Inhibition underlies fast undulatory locomotion in caenorhabditis elegans

Inhibition plays important roles in modulating the neural activities of sensory and motor systems at different levels from synapses to brain regions. To achieve coordinated movement, motor systems produce alternating contractions of antagonist muscles, whether along the body axis or within and among limbs, which often in-volves direct or indirect cross-inhibitory pathways. In the nematode Caenorhabditis elegans, a small network involving excitatory cholinergic and inhibitory GABAergic motoneurons generates the dorsoventral alternation of body-wall muscles that supports undulatory locomotion.
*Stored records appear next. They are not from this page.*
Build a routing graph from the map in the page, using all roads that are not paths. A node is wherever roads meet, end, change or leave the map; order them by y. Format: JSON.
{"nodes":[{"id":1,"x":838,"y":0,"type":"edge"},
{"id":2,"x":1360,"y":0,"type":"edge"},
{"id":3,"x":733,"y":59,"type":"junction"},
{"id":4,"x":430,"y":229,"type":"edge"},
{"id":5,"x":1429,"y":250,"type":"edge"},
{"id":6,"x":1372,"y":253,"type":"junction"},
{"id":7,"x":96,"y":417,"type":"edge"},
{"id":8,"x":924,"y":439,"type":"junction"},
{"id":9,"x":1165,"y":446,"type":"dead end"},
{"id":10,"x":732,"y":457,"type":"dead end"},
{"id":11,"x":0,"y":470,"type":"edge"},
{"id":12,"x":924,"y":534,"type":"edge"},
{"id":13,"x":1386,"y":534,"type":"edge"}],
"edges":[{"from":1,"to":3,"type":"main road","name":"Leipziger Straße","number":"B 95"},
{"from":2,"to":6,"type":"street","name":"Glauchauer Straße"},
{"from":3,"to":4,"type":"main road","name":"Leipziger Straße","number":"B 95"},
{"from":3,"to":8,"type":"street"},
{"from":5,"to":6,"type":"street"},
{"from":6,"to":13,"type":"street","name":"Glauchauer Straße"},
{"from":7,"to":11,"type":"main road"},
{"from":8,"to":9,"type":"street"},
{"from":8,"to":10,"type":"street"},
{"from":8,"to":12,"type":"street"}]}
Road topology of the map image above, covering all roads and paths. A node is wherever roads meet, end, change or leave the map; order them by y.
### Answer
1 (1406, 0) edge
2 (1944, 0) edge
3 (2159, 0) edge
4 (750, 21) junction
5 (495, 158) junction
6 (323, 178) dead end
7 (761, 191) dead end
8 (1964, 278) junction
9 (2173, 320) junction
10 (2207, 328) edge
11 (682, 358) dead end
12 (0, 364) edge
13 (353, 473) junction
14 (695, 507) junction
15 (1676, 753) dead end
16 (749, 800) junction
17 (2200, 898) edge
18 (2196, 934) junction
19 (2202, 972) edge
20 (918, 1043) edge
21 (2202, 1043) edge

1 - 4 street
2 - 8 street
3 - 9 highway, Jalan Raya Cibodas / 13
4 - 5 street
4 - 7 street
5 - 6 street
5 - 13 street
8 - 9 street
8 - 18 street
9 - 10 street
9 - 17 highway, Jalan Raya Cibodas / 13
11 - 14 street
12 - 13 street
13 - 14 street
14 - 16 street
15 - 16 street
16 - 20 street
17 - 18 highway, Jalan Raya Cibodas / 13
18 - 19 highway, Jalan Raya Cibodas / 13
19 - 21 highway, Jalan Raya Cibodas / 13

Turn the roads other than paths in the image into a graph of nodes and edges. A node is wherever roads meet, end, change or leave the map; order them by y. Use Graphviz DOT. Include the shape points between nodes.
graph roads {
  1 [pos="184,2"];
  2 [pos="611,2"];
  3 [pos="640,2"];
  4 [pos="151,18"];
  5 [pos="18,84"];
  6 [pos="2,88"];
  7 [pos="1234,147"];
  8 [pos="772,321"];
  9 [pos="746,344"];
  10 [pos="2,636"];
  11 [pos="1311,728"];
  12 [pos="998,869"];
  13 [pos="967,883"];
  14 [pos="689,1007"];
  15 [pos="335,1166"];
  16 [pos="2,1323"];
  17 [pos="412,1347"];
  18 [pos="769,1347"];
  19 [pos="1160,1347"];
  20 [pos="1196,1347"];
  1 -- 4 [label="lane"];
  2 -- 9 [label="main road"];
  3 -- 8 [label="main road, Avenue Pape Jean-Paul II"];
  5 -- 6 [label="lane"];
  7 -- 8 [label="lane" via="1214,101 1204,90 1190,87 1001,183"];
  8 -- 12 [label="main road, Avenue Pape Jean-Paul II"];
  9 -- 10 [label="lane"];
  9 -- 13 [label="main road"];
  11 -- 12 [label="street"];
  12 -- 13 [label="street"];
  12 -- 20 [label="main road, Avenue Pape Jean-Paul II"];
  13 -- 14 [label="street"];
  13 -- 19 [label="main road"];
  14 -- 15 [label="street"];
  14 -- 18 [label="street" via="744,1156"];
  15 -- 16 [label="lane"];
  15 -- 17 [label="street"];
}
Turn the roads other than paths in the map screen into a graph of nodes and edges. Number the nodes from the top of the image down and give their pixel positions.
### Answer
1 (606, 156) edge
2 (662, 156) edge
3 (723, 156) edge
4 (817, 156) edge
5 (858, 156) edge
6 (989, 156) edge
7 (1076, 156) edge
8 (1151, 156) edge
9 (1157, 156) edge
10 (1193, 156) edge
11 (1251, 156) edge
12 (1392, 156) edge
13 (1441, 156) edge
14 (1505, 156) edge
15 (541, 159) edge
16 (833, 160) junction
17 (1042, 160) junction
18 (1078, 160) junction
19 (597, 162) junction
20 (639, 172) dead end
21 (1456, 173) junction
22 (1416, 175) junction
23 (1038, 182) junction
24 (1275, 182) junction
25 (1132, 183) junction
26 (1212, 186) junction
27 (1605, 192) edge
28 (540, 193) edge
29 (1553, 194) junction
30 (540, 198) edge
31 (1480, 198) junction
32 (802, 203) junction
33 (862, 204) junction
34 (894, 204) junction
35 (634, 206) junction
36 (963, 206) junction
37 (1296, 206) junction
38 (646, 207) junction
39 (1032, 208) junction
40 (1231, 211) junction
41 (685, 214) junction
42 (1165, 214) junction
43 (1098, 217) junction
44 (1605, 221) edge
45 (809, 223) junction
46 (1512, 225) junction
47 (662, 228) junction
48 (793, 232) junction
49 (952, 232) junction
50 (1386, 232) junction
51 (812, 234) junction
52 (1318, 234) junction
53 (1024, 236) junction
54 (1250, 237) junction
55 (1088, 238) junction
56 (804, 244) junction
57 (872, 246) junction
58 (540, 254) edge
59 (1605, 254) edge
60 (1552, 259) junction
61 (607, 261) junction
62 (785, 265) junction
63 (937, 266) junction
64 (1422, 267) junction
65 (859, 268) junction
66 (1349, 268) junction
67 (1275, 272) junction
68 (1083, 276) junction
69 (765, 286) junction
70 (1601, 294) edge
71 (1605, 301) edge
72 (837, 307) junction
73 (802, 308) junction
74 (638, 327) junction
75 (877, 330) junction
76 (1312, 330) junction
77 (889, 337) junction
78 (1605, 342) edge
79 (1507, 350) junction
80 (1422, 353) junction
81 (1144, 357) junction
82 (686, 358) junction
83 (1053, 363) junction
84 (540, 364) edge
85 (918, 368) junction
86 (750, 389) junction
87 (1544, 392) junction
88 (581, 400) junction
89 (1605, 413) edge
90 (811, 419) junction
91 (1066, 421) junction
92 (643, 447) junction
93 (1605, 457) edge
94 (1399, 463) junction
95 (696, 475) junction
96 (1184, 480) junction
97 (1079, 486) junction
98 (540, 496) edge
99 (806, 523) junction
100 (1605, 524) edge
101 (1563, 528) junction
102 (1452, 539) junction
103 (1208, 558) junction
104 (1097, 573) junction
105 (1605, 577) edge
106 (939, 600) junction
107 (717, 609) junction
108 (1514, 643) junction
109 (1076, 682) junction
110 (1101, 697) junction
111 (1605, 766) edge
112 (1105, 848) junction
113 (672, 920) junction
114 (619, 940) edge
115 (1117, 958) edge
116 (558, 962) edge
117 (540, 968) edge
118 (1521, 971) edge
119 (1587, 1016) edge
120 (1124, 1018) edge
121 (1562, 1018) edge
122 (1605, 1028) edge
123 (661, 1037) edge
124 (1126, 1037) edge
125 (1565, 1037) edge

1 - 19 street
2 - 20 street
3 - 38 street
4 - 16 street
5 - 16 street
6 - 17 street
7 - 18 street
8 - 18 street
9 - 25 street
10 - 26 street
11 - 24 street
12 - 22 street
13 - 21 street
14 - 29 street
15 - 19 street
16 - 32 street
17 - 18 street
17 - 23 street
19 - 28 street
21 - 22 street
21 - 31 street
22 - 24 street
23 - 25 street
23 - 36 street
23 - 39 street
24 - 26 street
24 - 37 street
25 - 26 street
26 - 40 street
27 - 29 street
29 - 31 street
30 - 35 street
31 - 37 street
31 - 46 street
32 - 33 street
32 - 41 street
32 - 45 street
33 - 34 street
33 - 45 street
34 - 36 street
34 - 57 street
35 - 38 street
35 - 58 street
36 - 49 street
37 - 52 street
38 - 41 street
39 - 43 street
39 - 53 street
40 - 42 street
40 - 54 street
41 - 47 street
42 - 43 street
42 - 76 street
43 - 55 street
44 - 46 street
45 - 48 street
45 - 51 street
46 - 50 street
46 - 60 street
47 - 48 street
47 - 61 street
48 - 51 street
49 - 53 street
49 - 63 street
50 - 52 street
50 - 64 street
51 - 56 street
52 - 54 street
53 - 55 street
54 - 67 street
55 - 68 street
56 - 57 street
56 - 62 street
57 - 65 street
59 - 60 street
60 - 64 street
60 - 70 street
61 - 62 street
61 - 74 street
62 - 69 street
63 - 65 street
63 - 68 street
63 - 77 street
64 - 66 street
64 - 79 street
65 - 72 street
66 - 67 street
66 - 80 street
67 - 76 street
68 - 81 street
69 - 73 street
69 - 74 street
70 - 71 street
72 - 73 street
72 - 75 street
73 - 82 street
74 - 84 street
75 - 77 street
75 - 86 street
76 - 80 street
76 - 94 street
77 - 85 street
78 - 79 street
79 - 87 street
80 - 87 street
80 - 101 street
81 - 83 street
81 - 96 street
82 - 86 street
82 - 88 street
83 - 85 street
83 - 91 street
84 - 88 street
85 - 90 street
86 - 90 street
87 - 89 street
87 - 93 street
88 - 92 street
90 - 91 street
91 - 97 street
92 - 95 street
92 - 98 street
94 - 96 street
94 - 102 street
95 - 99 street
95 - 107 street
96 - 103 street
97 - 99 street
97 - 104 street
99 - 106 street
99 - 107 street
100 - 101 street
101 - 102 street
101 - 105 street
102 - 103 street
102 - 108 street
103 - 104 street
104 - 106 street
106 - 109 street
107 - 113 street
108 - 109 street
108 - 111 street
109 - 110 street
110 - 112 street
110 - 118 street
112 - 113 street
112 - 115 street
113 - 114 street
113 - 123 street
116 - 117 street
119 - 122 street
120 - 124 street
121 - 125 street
Inhibition has been suggested to be necessary for backward undulation because mutants that are defective in GABA transmission exhibit a shrinking phenotype in response to a harsh touch to the head, whereas wild-type animals produce a backward escape response. Here, we demonstrate that the shrinking phenotype is exhibited by wild-type as well as mutant animals in response to harsh touch to the head or tail, but only GABA transmission mutants show slow locomotion after stimulation. Impairment of GABA transmission, either genetically or optogenetically, induces lower undulation frequency and lower translocation speed during crawling and swimming in both directions. The activity patterns of GABAergic motoneurons are different during low-frequency and high-frequency undulation. During low-frequency undulation, GABAergic VD and DD motoneurons show correlated activity patterns, while during high-frequency undulation, their activity alternates. The experimental results suggest at least three non-mutu-ally exclusive roles for inhibition that could underlie fast undulatory locomotion in C. elegans, which we tested with computational models: cross-inhibition or disinhibition of body-wall muscles, or neuronal reset.